# Skin the house?



## GrimleeFeindish (Jan 23, 2009)

Ok, need some ideas, this wont be easy and I am not sure that it can be done really. What I want to do is create a fascia or 'skin' for my house, its just too damn cheery looking and I want to give it an old haunted look. I dont want to create any permanent damage to the house, what with the wife and all I dont think that would fly, so it has to be a temporary thing that can be taken down.

I dont think its possible to do what I really want but just curious if anyone has done this, what I was thinking was that I would somehow use foam board, made to look like old wood over the faux wood stuff that covers my house (see my gallery for pic of house). The problem is how to fix the boards to the house without F-ing up the paint and without putting tons of holes in the boards. 

This project is probably too expensive, impossible and would create a problem with storage, I guess its just on my dream prop list.
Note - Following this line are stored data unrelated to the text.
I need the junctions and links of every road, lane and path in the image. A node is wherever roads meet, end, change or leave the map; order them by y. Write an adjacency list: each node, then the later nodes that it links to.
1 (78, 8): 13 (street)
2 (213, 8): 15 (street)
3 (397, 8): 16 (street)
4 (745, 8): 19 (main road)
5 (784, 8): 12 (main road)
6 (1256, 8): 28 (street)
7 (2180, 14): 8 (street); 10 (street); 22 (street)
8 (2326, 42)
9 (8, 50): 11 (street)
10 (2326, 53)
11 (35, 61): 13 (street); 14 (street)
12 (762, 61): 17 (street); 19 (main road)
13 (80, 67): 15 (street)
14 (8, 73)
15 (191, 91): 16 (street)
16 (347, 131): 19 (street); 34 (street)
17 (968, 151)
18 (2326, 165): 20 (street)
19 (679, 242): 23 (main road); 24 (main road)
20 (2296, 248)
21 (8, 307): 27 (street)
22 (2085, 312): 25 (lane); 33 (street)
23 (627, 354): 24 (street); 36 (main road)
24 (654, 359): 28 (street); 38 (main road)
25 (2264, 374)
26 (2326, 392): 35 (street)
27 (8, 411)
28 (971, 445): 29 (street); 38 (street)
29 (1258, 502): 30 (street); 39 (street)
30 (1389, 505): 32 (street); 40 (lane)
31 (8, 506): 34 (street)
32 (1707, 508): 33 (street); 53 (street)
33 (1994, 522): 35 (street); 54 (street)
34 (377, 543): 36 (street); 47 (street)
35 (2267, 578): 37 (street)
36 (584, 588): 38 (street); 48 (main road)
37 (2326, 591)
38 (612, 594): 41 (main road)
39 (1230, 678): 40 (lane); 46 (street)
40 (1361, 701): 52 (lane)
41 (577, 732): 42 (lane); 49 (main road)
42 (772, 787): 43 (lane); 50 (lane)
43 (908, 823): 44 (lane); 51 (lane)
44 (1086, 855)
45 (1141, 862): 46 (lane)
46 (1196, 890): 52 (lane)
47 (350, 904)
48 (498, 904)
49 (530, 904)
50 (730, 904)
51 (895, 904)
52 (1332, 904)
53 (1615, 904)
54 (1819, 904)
Any comments would help and are greatly appreciated, I dont expect to actually be able to do this, but you never know. Has anyone else done anything similar? Maybe just adding some gothic/victorian architectural elements to the house would be a good way to go.


----------



## Allen H (Feb 13, 2010)

You have several practical options
#1 make foam panels the way you want them to look that go in front of the house, simple and fairly easy, they can bolt and wing nut together like theater flats and if you slot them then they can be held against the house with ratchet straps
#2 You could nuy a roll of tyvek and unroll it around the house stapling it on up top and securing the bottom with a furring strip and scenic paint the hous the way you want it to look, then roll it up and store it for next year, its pretty durable stuff
#3 and possibly the cheapest- project the way you want yoyur house to look onto it, take a photo from where the projector will go (possibly hidden inside of a pillar) and adjust the picture in photoshop to be as dingy/ destroyed as you want you could do "zones" so you didnt need a super powered projector, instead you could use three smaller ones. with a bit of work you could even animate something on it like crawling roaches or gremlins or a flying bat ocassionally


----------



## GrimleeFeindish (Jan 23, 2009)

Damn Allen, thats what Im talking about, Thanks man. sounds good, it actually might be do-able. One quick question, where do you live and what kind of beer do you drink? Im not sure I am picturing how the ratchet straps would be secured to the house. Can you explain option number one a little more, what do you mean 'slot' them? 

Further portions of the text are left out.